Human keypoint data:
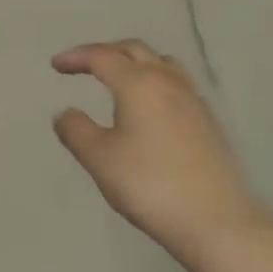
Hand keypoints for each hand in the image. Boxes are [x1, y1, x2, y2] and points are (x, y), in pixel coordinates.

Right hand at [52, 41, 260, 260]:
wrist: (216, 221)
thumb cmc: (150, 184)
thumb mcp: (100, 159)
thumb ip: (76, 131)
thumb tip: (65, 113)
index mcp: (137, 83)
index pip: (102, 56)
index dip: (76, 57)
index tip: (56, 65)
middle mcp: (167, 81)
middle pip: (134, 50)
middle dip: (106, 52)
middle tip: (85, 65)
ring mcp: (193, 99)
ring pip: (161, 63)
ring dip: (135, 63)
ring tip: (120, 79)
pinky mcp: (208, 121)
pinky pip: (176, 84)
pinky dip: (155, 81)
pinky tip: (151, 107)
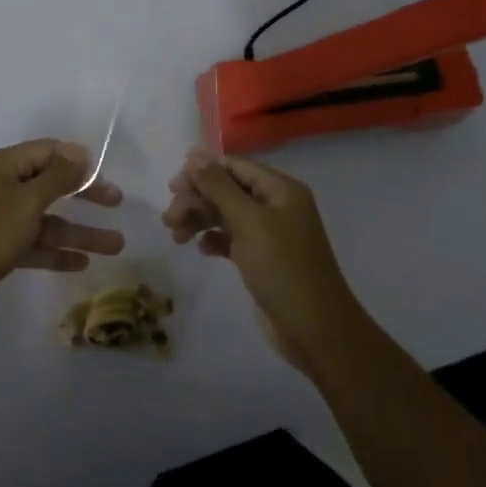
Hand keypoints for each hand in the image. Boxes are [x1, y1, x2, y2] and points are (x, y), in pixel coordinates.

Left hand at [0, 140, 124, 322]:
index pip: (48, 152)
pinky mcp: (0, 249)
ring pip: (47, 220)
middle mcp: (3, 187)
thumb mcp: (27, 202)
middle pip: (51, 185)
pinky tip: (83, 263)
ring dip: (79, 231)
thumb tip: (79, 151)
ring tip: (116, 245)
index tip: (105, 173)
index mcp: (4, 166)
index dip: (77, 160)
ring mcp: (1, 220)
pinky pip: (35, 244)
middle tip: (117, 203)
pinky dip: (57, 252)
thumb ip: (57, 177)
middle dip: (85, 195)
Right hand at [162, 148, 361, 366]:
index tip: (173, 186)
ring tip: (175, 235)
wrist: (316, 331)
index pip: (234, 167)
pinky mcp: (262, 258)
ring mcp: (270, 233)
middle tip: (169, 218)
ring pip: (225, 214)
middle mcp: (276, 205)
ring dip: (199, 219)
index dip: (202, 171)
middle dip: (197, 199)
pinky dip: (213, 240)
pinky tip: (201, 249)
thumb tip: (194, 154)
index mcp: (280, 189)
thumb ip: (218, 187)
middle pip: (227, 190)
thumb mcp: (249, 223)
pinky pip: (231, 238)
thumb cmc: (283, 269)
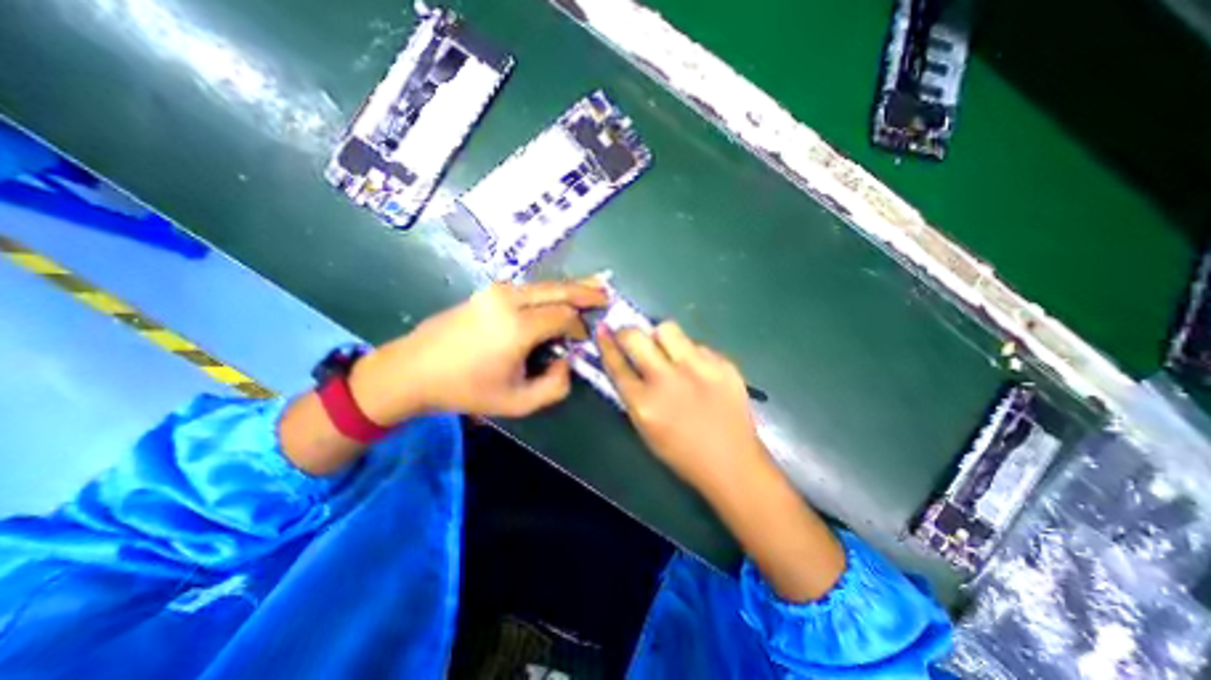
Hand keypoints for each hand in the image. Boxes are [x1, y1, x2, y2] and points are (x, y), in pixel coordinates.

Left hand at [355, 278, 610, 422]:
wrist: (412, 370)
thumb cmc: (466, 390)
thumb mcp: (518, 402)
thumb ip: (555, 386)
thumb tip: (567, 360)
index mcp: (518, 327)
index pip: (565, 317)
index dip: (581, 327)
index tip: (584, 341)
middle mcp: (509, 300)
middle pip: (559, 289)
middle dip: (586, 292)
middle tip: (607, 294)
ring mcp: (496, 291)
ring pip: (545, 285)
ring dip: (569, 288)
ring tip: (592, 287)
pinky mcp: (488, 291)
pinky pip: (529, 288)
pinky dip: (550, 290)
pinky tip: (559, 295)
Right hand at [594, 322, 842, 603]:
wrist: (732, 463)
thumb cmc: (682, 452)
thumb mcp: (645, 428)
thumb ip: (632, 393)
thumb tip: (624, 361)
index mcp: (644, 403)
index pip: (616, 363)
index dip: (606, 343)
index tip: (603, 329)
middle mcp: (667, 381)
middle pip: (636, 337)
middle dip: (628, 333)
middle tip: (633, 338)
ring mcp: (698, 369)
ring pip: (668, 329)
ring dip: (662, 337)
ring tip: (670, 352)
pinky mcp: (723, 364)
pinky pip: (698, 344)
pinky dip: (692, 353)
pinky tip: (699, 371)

Instructions for the task: Look above for the line with "thumb mcp: (249, 223)" and the line with "thumb mcp: (518, 402)"; set down those two lines and all lines between them exactly, without pictures and without anything else.

Output of the exercise:
thumb mcp: (249, 223)
pinky pip: (231, 238)
thumb cmc: (283, 269)
Hand keypoints for each hand in the image. Boxes are [x1, y1, x2, y2] and points are (x, y), in pixel coordinates.

Left hand at [355, 278, 610, 422]:
wrist: (412, 370)
thumb cmc: (466, 390)
thumb mcp: (518, 402)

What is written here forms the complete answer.